Risiko Kesehatan di Tengah Polusi Udara
Menanggapi kekhawatiran tersebut, spesialis paru, dr. Hendra Kurniawan, M.Sc,Sp.P, memberikan penjelasan rinci mengenai bahaya olahraga di lingkungan dengan kualitas udara buruk. Menurutnya, aktivitas fisik, khususnya yang berintensitas tinggi, di tengah polusi udara dapat memicu masalah kesehatan serius.
"Paparan polutan dalam jangka pendek, baik beberapa menit atau jam, dengan kadar di atas ambang batas, bisa menimbulkan masalah akut seperti iritasi akibat partikel dan gas polutan," ujarnya kepada Dialeksis.com (19/11/2024).
Keluhan seperti hidung berair, bersin-bersin, sakit tenggorokan, dan batuk menjadi gejala umum yang sering muncul. Lebih lanjut, ia menjelaskan bahwa penderita asma atau penyakit paru-paru kronis berisiko tinggi mengalami serangan yang lebih parah.
Panduan Aktivitas Berdasarkan Kadar Polusi
Dr. Hendra juga menjelaskan kategori tingkat polusi udara:
- Tidak sehat pada kelompok sensitif
- Tidak sehat
- Sangat tidak sehat
- Berbahaya (beracun)
Pada level "berbahaya," ia menegaskan bahwa semua aktivitas luar ruangan harus dihentikan. Sedangkan pada level "tidak sehat," olahraga ringan hingga sedang masih diperbolehkan, namun dengan batas waktu maksimal 30–45 menit.
"Lebih dari waktu tersebut tidak dianjurkan lagi, terlebih bagi kelompok sensitif," tambahnya.
Ajakan untuk membatalkan kegiatan olahraga di tengah kualitas udara yang buruk ini menjadi pengingat bahwa kesehatan harus menjadi prioritas utama. Menurut dr Hendra masyarakat Jakarta diimbau untuk lebih memperhatikan kondisi lingkungan sebelum beraktivitas fisik. Penggunaan masker, aplikasi pengukur kualitas udara, hingga memilih waktu olahraga di pagi atau malam hari dengan polusi lebih rendah menjadi langkah preventif yang disarankan.

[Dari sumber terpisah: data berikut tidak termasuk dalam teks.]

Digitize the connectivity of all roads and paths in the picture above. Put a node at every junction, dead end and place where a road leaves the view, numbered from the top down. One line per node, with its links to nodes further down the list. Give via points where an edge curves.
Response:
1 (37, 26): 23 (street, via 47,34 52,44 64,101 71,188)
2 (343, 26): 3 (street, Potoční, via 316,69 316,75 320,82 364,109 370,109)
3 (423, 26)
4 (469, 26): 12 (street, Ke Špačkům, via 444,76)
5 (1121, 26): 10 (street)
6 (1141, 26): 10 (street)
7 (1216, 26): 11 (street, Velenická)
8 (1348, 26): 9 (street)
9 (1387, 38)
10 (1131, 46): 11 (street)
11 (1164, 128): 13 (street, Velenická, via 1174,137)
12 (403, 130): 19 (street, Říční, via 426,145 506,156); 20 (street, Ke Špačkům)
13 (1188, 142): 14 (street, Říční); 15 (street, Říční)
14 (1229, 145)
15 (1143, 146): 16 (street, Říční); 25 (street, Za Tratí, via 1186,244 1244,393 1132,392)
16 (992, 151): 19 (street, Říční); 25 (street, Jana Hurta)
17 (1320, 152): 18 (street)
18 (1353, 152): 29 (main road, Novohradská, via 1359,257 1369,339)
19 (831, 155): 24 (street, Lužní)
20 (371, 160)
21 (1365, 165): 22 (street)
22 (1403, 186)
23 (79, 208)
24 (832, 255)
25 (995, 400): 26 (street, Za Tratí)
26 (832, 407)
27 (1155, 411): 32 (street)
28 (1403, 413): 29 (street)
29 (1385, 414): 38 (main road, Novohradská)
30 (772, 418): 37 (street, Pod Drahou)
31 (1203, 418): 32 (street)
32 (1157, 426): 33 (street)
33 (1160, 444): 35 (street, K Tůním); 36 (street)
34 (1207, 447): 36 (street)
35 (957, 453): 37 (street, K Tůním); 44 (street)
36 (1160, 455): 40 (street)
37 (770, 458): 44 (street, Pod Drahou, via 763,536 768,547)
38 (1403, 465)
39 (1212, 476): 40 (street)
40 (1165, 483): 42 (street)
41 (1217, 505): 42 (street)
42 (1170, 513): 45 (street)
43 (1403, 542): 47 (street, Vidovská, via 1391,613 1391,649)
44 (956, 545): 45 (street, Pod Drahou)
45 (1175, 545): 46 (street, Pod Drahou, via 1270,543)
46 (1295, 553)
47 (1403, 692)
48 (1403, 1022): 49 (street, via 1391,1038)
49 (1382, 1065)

"Kesehatan jangka panjang, terutama di kota besar seperti Jakarta, sangat dipengaruhi oleh gaya hidup dan kesadaran akan risiko lingkungan. Dengan informasi yang tepat, masyarakat dapat mengambil keputusan yang lebih bijak untuk tetap aktif sekaligus menjaga kesehatan,"tutupnya.